My mother taught me the difference between loving and cherishing.

* * *

Sunday, April 02, 2006

Which Way?

My mind is bogged down right now, as if my brain were a car stuck in a four-foot drift. Thoughts are blizzarding (I know that’s not a word, but it works for me) in my head. Most are personally significant, some interesting, some vital to my survival.

I attended a wake and funeral this weekend. Another member of my parents’ generation had finally found peace. I’m at that stage of life where I come to meet old friends and acquaintances at funerals. It used to be that weddings served that function; then baptisms, christenings, first communions, high school, then, college graduations. Now it’s funerals.

So I met with old friends and acquaintances and we talked of things that mattered: sorrows, fears, memories and family. The subject matter blended well with the solemnity of the occasion. I now find myself sitting at my keyboard not knowing even where to start.

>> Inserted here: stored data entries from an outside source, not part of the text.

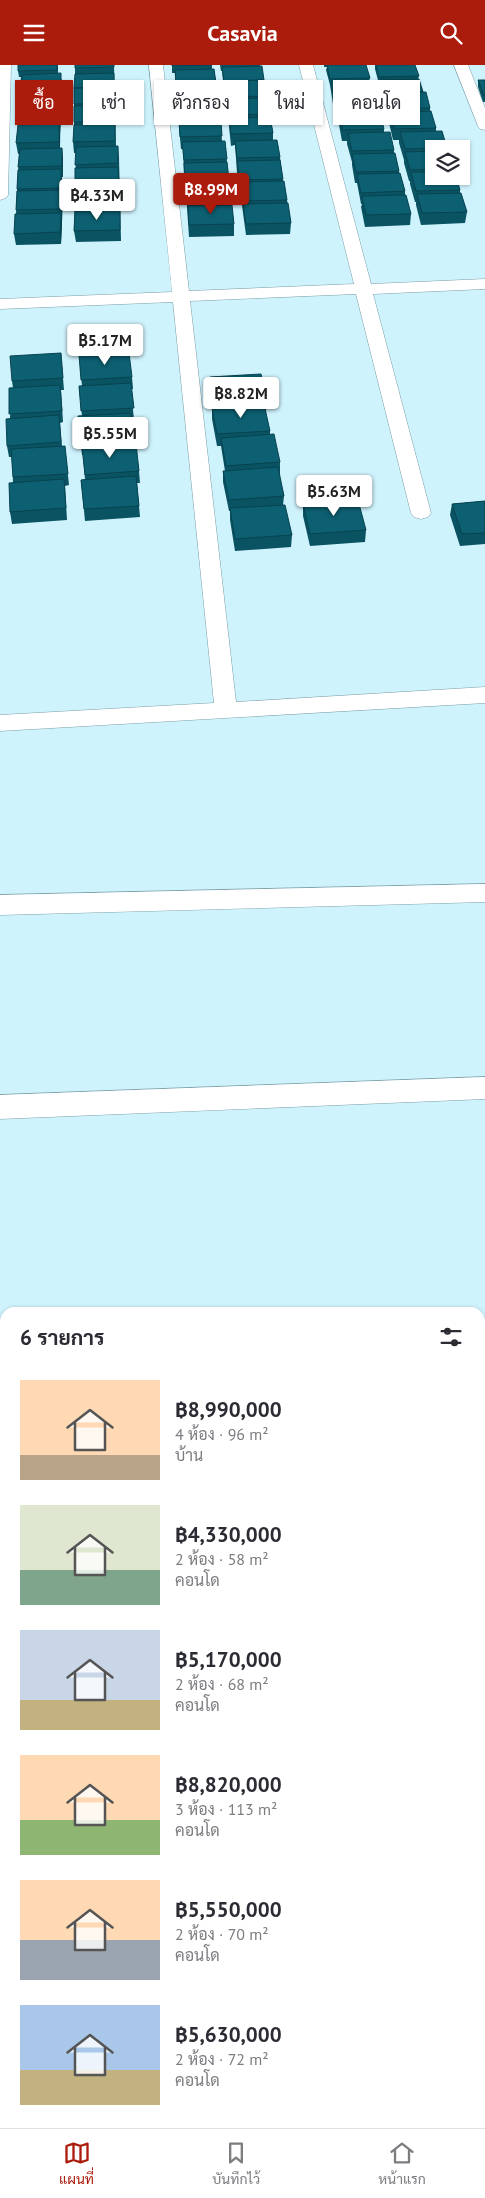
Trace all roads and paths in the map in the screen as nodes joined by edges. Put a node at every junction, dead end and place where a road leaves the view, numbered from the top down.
1 (4, 65) edge
2 (156, 65) edge
3 (306, 65) edge
4 (461, 65) edge
5 (485, 126) edge
6 (0, 195) edge
7 (485, 284) edge
8 (363, 289) junction
9 (182, 297) junction
10 (0, 304) edge
11 (420, 513) dead end
12 (485, 695) edge
13 (226, 709) junction
14 (0, 723) edge
15 (485, 893) edge
16 (0, 905) edge
17 (485, 1088) edge
18 (0, 1107) edge

1 - 6 street
2 - 9 street
3 - 8 street
4 - 5 street
7 - 8 street
8 - 9 street
8 - 11 street
9 - 10 street
9 - 13 street
12 - 13 street
13 - 14 street
15 - 16 street
17 - 18 street

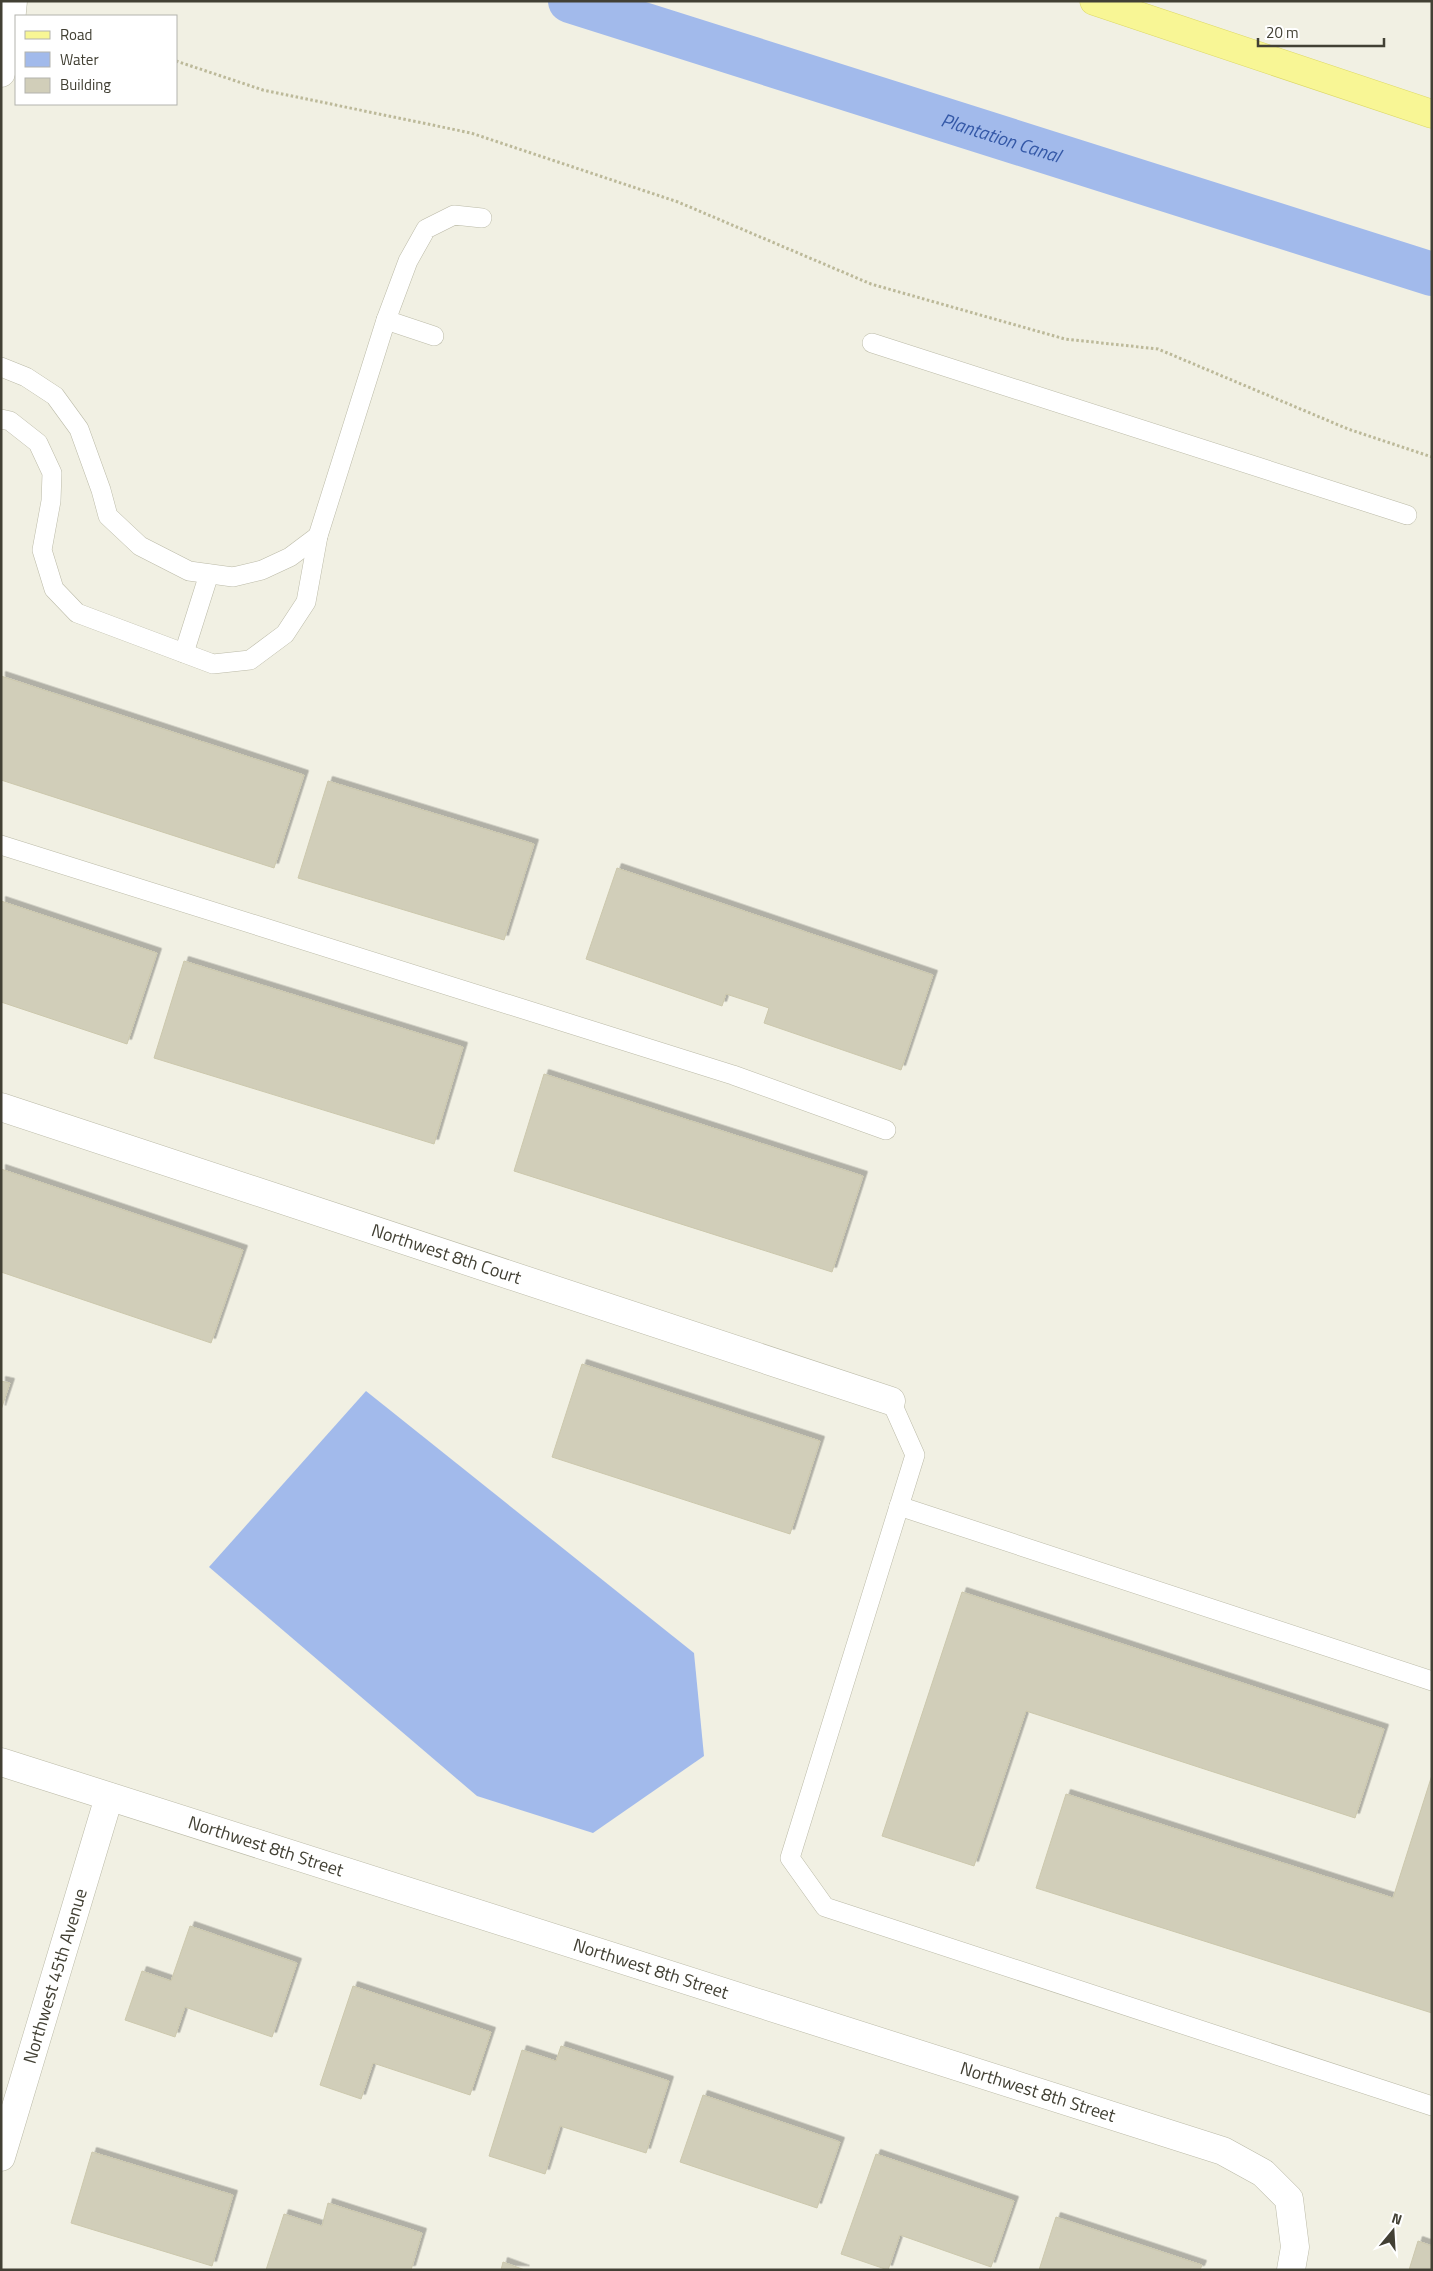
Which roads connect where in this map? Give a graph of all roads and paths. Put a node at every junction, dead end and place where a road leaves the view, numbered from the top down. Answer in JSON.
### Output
{"nodes":[{"id":1,"x":13,"y":1,"type":"edge"},
{"id":2,"x":1094,"y":1,"type":"edge"},
{"id":3,"x":178,"y":62,"type":"edge"},
{"id":4,"x":1,"y":73,"type":"edge"},
{"id":5,"x":1425,"y":109,"type":"edge"},
{"id":6,"x":482,"y":218,"type":"dead end"},
{"id":7,"x":386,"y":320,"type":"junction"},
{"id":8,"x":434,"y":336,"type":"dead end"},
{"id":9,"x":872,"y":343,"type":"dead end"},
{"id":10,"x":1,"y":367,"type":"edge"},
{"id":11,"x":1,"y":419,"type":"edge"},
{"id":12,"x":1432,"y":457,"type":"edge"},
{"id":13,"x":1407,"y":514,"type":"dead end"},
{"id":14,"x":318,"y":536,"type":"junction"},
{"id":15,"x":209,"y":574,"type":"junction"},
{"id":16,"x":184,"y":653,"type":"junction"},
{"id":17,"x":1,"y":845,"type":"edge"},
{"id":18,"x":1,"y":1107,"type":"edge"},
{"id":19,"x":886,"y":1130,"type":"dead end"},
{"id":20,"x":891,"y":1401,"type":"joint"},
{"id":21,"x":899,"y":1506,"type":"junction"},
{"id":22,"x":1432,"y":1680,"type":"edge"},
{"id":23,"x":1,"y":1762,"type":"edge"},
{"id":24,"x":109,"y":1797,"type":"junction"},
{"id":25,"x":1432,"y":2106,"type":"edge"},
{"id":26,"x":1,"y":2157,"type":"edge"},
{"id":27,"x":1291,"y":2270,"type":"edge"}],
"edges":[{"from":1,"to":4,"type":"street"},
{"from":2,"to":5,"type":"main road"},
{"from":3,"to":12,"type":"path"},
{"from":6,"to":7,"type":"lane"},
{"from":7,"to":8,"type":"lane"},
{"from":7,"to":14,"type":"lane"},
{"from":9,"to":13,"type":"lane"},
{"from":10,"to":15,"type":"lane"},
{"from":11,"to":16,"type":"lane"},
{"from":14,"to":15,"type":"lane"},
{"from":14,"to":16,"type":"lane"},
{"from":15,"to":16,"type":"lane"},
{"from":17,"to":19,"type":"lane"},
{"from":18,"to":20,"type":"street","name":"Northwest 8th Court"},
{"from":20,"to":21,"type":"lane"},
{"from":21,"to":22,"type":"lane"},
{"from":21,"to":25,"type":"lane"},
{"from":23,"to":24,"type":"street","name":"Northwest 8th Street"},
{"from":24,"to":26,"type":"street","name":"Northwest 45th Avenue"},
{"from":24,"to":27,"type":"street","name":"Northwest 8th Street"}]}
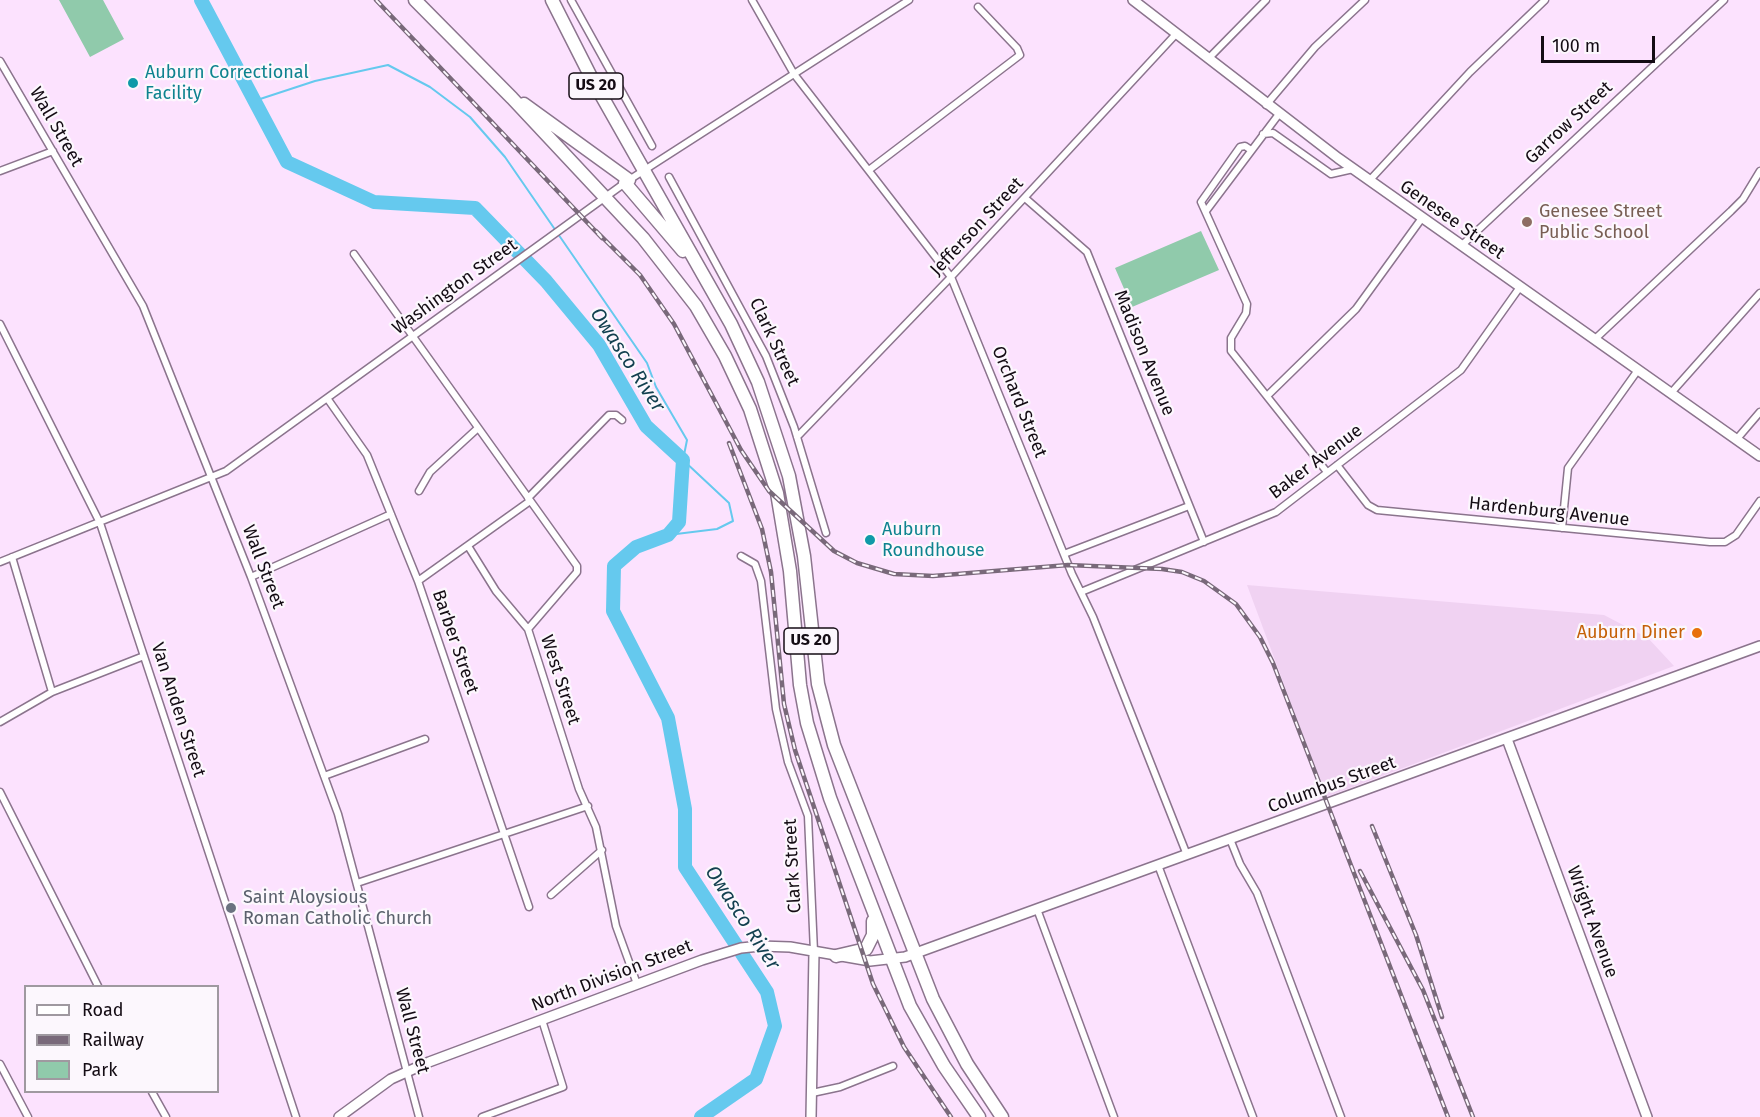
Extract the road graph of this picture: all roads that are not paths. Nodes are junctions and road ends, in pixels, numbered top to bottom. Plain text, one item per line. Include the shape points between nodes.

It’s not that the funeral single-handedly overwhelmed my brain. It (my brain) has been running in "hyper-drive" for quite some time...my entire life, in fact. I’m still pondering the “hearts in hands” metaphor, chewing on matters of faith, and oftentimes reminiscing. These reminiscences are vital to my survival, like the thoughts of home that succor the refugee lost in a foreign land. That’s what I am – a refugee, an exile. It’s just that I’m a refugee of the heart. "Have you returned to Kabul? You wouldn't recognize the place!" My heart is pretty much like that. It's been bombed and tortured and ravaged such that even I can't recognize it any more. I find solace in dreams of past loves.

There’s a lot to think about, a lot to dream about, and a lot to write about. Where to begin? Which way do I go?